I wanted to use Home Assistant and ESPHome to automate periodic charging for a less-used cell phone. When I was working through the hardware, I had thought I would just use a time-based system. “Charge daily for [X] hours” and fine-tune the value of X as I go. This can easily be done, but as I learned more about Home Assistant, I realized an even smarter option is possible: turn off charging once the battery surpasses a threshold.
I had originally dismissed doing any decision based on battery state of charge because I thought I would have to open up the phone and probe battery voltage directly. Or if I want to do it in software, I’d have to write my own Android app to listen for battery status events. But that’s before I installed the Home Assistant mobile app on my Pixel 5a primary phone. When I connected the app to my server, I saw that it reported battery level as one of its entities. Here is a graph for 30 hours:
My normal daily phone usage only occasionally interacted with the app, so most of these reports came while it was running in the background. This is enough to receive updates once every 20-30 minutes. When installed on a little-used phone, however, something inside the Pixel 3a (probably Android’s internal power management algorithms) decided Home Assistant app doesn’t need to run as often. As a result, there were far less frequent reports on battery level. This is within the same 30-hour window as the above graph. (But with slightly different Y-axis because of Home Assistant dashboard scaling.)
While the phone is charging, battery level is reported more frequently, but they can be as much as half an hour apart. It gets worse when the phone is not charging, the middle of this graph has a period where we went almost 14 hours without a single update!

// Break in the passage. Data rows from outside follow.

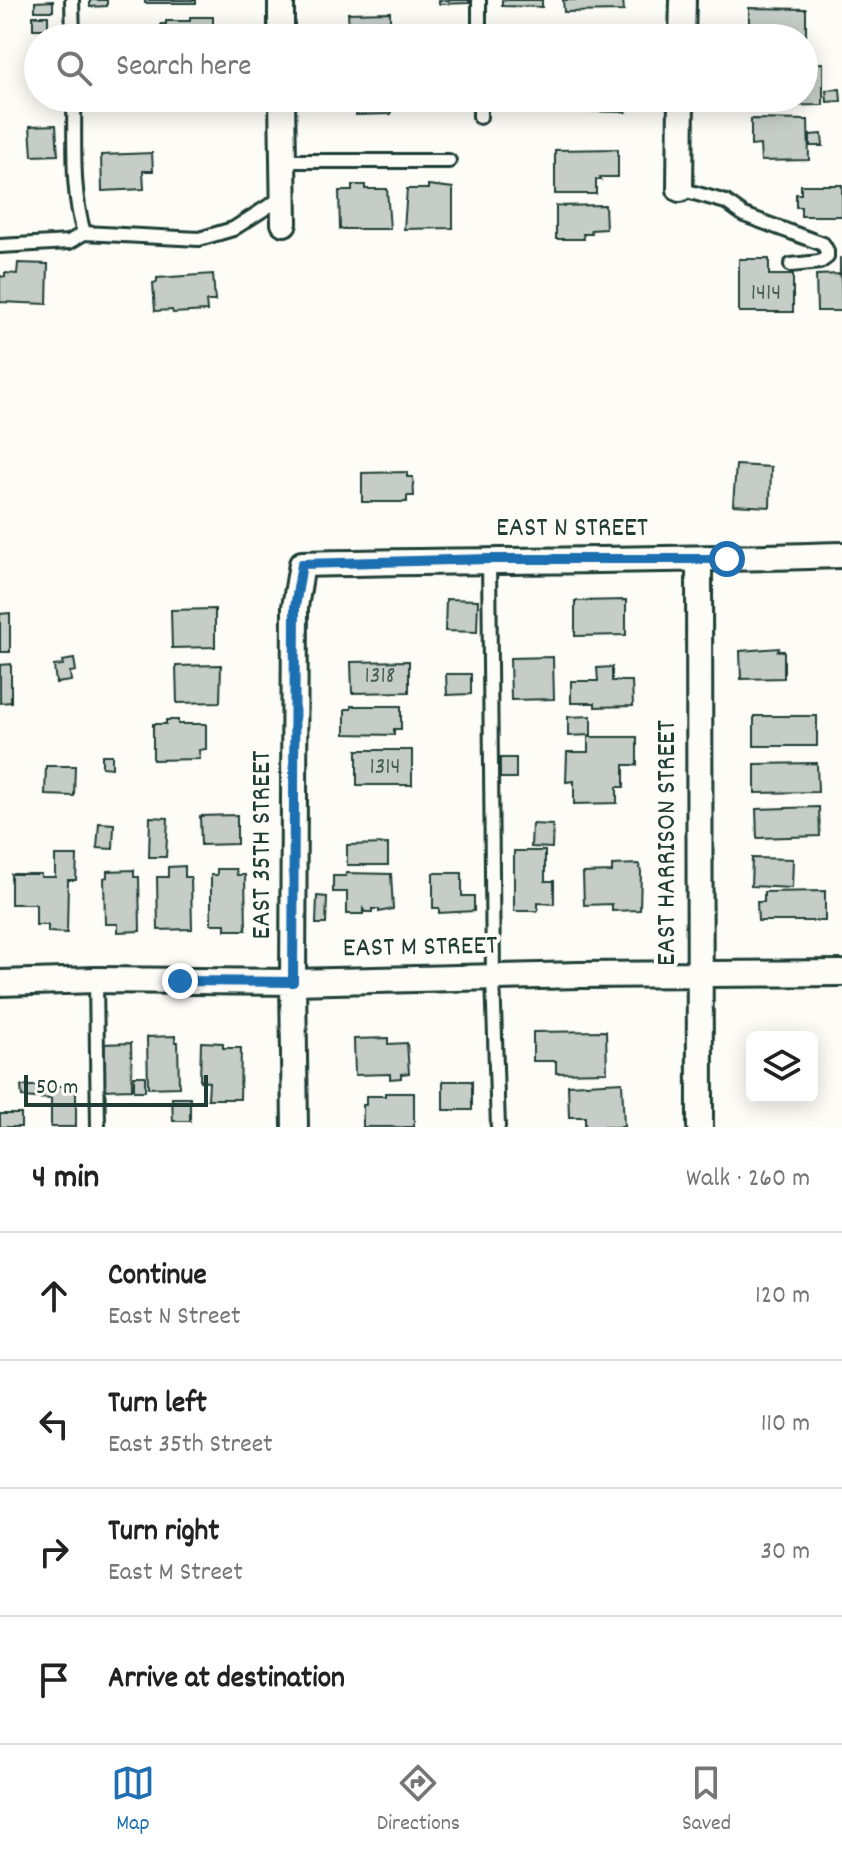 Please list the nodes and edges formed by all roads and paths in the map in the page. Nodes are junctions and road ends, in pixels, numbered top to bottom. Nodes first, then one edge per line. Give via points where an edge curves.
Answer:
1 (72, 0) edge
2 (281, 0) edge
3 (479, 0) edge
4 (683, 0) edge
5 (73, 24) edge
6 (281, 24) edge
7 (479, 24) edge
8 (682, 24) edge
9 (74, 112) edge
10 (282, 112) edge
11 (480, 112) edge
12 (681, 112) edge
13 (480, 117) dead end
14 (283, 161) junction
15 (449, 161) dead end
16 (680, 189) joint
17 (283, 197) junction
18 (284, 223) dead end
19 (84, 233) junction
20 (0, 246) edge
21 (791, 265) dead end
22 (842, 555) edge
23 (489, 559) junction
24 (699, 559) junction
25 (302, 564) joint
26 (842, 973) edge
27 (699, 976) junction
28 (493, 977) junction
29 (96, 980) junction
30 (293, 982) junction
31 (0, 983) edge
32 (98, 1127) edge
33 (295, 1127) edge
34 (498, 1127) edge
35 (700, 1127) edge

1 - 5 lane
2 - 6 street
3 - 7 lane
4 - 8 street
9 - 19 lane via 77,210
10 - 14 street
11 - 13 lane
12 - 16 street
14 - 15 lane
14 - 17 street
16 - 21 lane via 726,202 744,215 823,244 827,251 820,262
17 - 18 street
17 - 19 lane via 233,229 199,239
19 - 20 lane via 69,242
22 - 24 street, EAST N STREET
23 - 24 street, EAST N STREET
23 - 25 street, EAST N STREET
23 - 28 lane
24 - 27 street, EAST HARRISON STREET
25 - 30 street, EAST 35TH STREET via 295,607
26 - 27 street, EAST M STREET
27 - 28 street, EAST M STREET
27 - 35 street, EAST HARRISON STREET
28 - 30 street, EAST M STREET
28 - 34 lane
29 - 30 street, EAST M STREET
29 - 31 street, EAST M STREET
29 - 32 lane
30 - 33 street, EAST 35TH STREET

Despite this low frequency, I can write a Home Assistant automation that would still be better than doing it blind on a time-based basis. I wouldn’t be able to stop charging exactly at 80%, but I should still be able to catch it surpassing 80% sometime afterwards and still stop charging before battery is full.
[UPDATE: I’ve found that I could improve update frequency by telling Android 12 that I grant the Home Assistant app more leeway on battery use. In the Android settings menu, under Apps/Home Assistant/Battery the option defaults to “Optimized”. We can change it to “Unrestricted” which has the explanation “Allow battery usage in the background without restrictions. May use more battery.”]
I’m only mildly disappointed the battery level reporting rate is infrequent when running on a less-used Android phone, because it is still good enough for my purpose of keeping the battery in its most effective center band. (Avoiding full charge and also avoiding full discharge.) Besides, these infrequent updates are still more useful than the Home Assistant iOS app, which I installed on my iPad and saw no updates for this entire 30-hour period.
I’ll let my Pixel 3a charging logic run and see how well it works (or not) as I work on the next automation: power for a Raspberry Pi dedicated to NAS replication.